Valve seals/guides. JIM.
 
It is the other way 'round -
White - water/coolant
Black - fuel (running rich)
Blue - Oil (rings or guide seals.)

Since it does it on startup but goes away, that's most likely valve guide seals. They'll leak when cold, but as they heat up and soften, they'll start sealing properly and settle down.

I'm sure you can do the job without pulling the head, but I've not been under a valve cover on the Tornado OHC six, so that's the best I can do...

5-90
 
My vote is on the valve seals. I had the same thing happen on a 79' Fiat X/19. New valve seals no problems. Mine got so bad that after a hard deceleration it would smoke too. On an OHC engine you have to remove the cam. You also will need a lifter removal tool. Its also a good time to check the valve clearances.

HTH
Neil
 
Just be warned that that engine was a notorious, world-famous oil burner and leaker. When I was looking at options for rebuilding/replacing the engine in my 64 Gladiator many years ago, one of the options was a brand new factory "long block." The dealer said, yes, we guarantee it for everything except oil burning! When I bought my Gladiator, by the way, it was burning a quart every 25 miles! I have never before or since had an engine that could consume this much oil without a visible hole in the block.

If this is an original engine, start with the valve seals, because the original had essentially nothing there. When I did mine, you could get special spring-loaded seals, and if you still can, this might help.
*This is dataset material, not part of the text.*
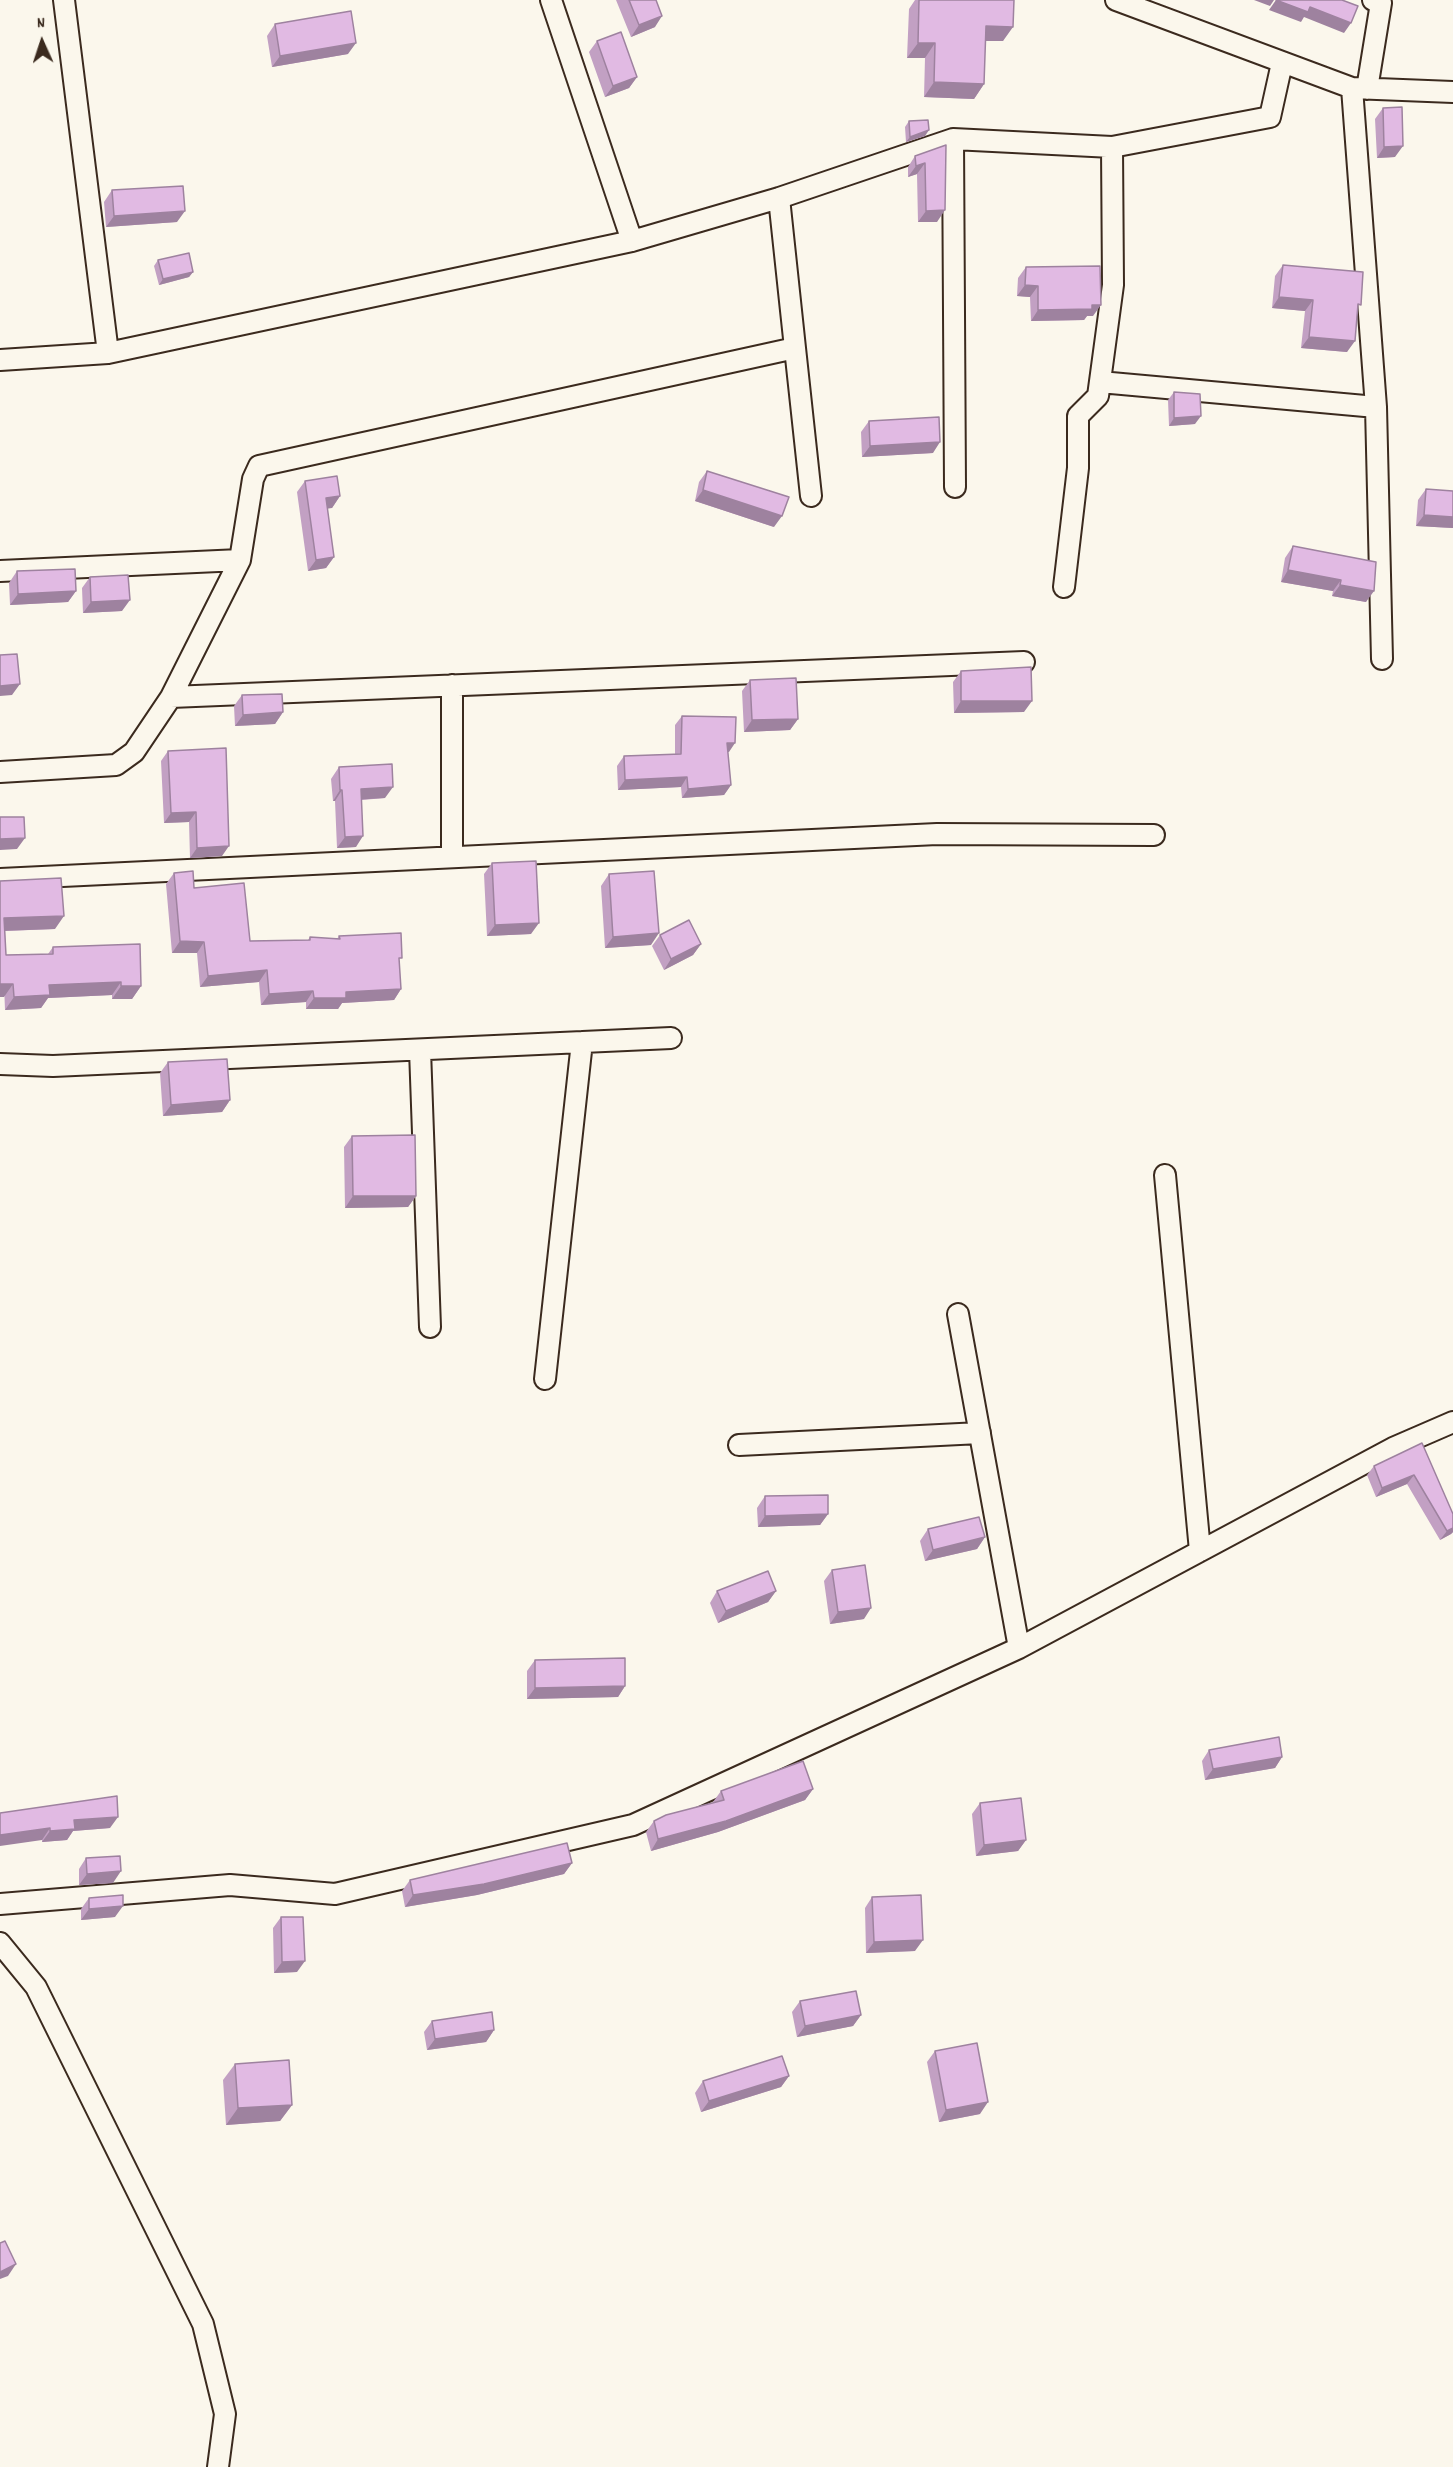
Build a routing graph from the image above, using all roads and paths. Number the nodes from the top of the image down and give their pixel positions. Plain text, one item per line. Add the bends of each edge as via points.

I replaced the valve guides on mine as well, but this is probably not necessary, and I don't know whether parts are going to be as easy to get now as they were in 1972.

Unfortunately, it seems that the block design of these engines made them also susceptible to various nasty kinds of wear and distortion. The original oil control rings were also pretty poorly designed. I did a ring job on mine with new-fangled Perfect Circle rings, and it worked perfectly for a couple of thousand miles, and then began burning oil again. A compression test showed it had perfect compression on all 6 cylinders, 140+, and it ran well too as long as I kept the plugs clean, yet by the time I traded it in it was chugging a quart every 50 miles! The dealer mechanic with whom I regularly consulted on this project suggested that it could either be a bell-mouthed cylinder, a warped block, or a bad piston, though they had been fine when I did the rings, and made no noise.

If yours is not also leaking oil prodigiously out of the front cover and various other places, consider yourself lucky. There were a couple of retrofit "anti-leak kits" made for these, one of which was a little L-shaped bracket to hold part of the front cover down.

When it's running right, that engine is surprisingly good, with more power than you'd expect, and I used regularly to get about 20 mpg, not bad on a heavy old truck. If it isn't consuming a great deal of oil, I would not worry too much. Just keep it fed. If you expect it to behave like a normal engine you'll almost certainly be frustrated.